Era uscito nel ’72, primo di una lunga serie che comprende A che punto è la notte , Il palio delle contrade morte Enigma in luogo di mare , L’amante senza fissa dimora , romanzi straordinari e perfetti; senza contare le innumerevoli raccolte di saggi, una per tutte La prevalenza del cretino , che segnano la lunga lotta contro luoghi comuni e ideologie d’ogni tipo. Ed era uscito in circostanze un po’ particolari. Sulla base delle prime cento pagine, infatti, sia la Mondadori sia la Rizzoli in prima battuta lo respinsero. A un anno di distanza, quando alla Mondadori arrivò Mario Spagnol, venne pubblicato senza indugio. Che cos’era successo? Ce lo rivelarono proprio Fruttero e Sergio Pautasso, il direttore di Segrate che aveva detto il primo no.
Il problema era l’anticipo: i due avevano chiesto 7-8 milioni, una cifra allora ritenuta spropositata, soprattutto perché bisognava decidere su poche pagine. Così, per non parlare di soldi (sono parole di Pautasso), «si scatenò un balletto». Spagnol, invece, non sazio, volle pubblicare anche un libro di poesie (ma in proprio, non per Mondadori) scritte dai due mentre lavoravano alla Donna della domenica , e non a quattro mani. Era L’idraulico non verrà , un tesoro segreto della nostra letteratura. Il titolo forse beckettiano veniva da una poesia di Fruttero, che diceva: «L’idraulico / non verrà. L’impercettibile / passo da scroscio a filo, / a scroscio eluderà / senza fine / la tua mano millimetrata». La perfida coppia si divertì moltissimo. Mise anche una nota, nella riedizione di 22 anni dopo, che spiegava: «sia la parte propriamente idraulica del libretto, sia quella epigrafico-metafisica si ispirano a un sano nichilismo. E come ogni sano nichilismo, anche questo si è rivelato profetico».

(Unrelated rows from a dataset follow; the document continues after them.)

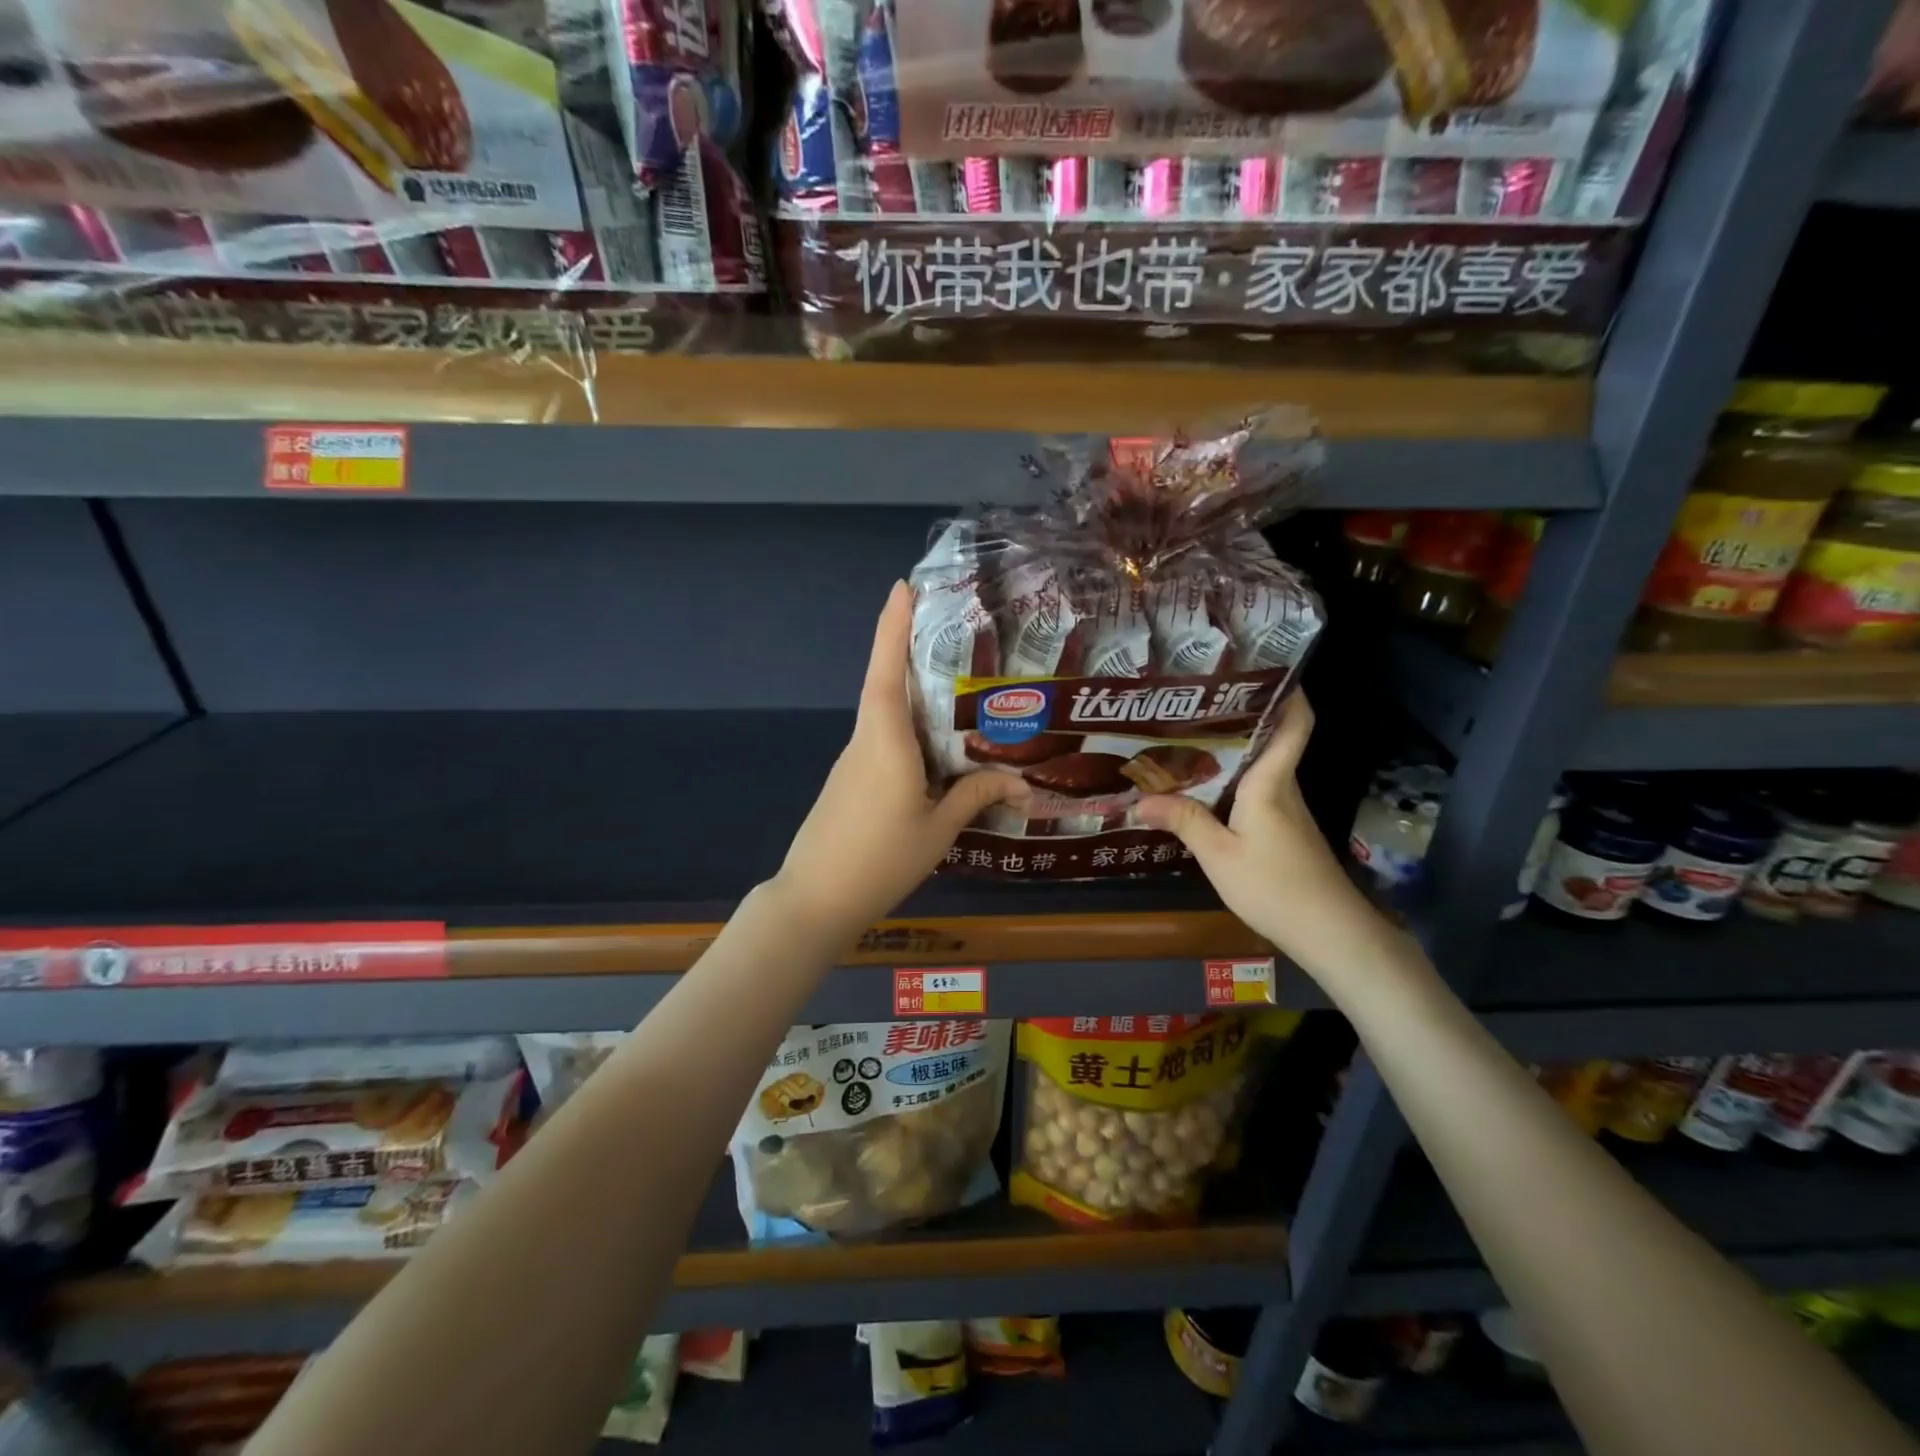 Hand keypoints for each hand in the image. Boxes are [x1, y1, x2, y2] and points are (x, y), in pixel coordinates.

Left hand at [772, 582, 1027, 941]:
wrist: (815, 899)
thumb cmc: (880, 859)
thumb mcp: (938, 829)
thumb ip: (975, 796)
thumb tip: (1021, 782)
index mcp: (885, 742)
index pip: (886, 671)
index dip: (892, 626)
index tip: (902, 586)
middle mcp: (866, 740)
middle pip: (886, 683)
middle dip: (908, 647)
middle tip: (950, 625)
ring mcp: (854, 761)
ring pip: (886, 714)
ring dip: (912, 691)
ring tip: (958, 682)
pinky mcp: (852, 780)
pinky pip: (884, 740)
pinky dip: (909, 728)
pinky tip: (937, 743)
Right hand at [1135, 693, 1398, 980]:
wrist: (1328, 931)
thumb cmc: (1275, 884)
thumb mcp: (1219, 854)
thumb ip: (1183, 821)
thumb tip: (1139, 800)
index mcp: (1272, 782)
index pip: (1294, 724)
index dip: (1289, 692)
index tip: (1264, 667)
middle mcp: (1284, 787)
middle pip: (1271, 739)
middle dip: (1240, 715)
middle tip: (1195, 700)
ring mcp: (1286, 810)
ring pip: (1260, 766)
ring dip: (1232, 749)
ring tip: (1188, 736)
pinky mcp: (1284, 830)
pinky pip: (1256, 790)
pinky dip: (1232, 780)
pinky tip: (1203, 787)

Dopo la morte di Lucentini (a Torino, il 5 agosto 2002), Fruttero ha continuato da solo, come scrivendo anche per l’amico scomparso, e trovando un romanzo di grande abilità stilistica, ironico e affettuoso come Donne informate sui fatti . Potrebbe benissimo essere stato scritto, ancora una volta, a quattro mani. Come un lungo, struggente passo d’addio.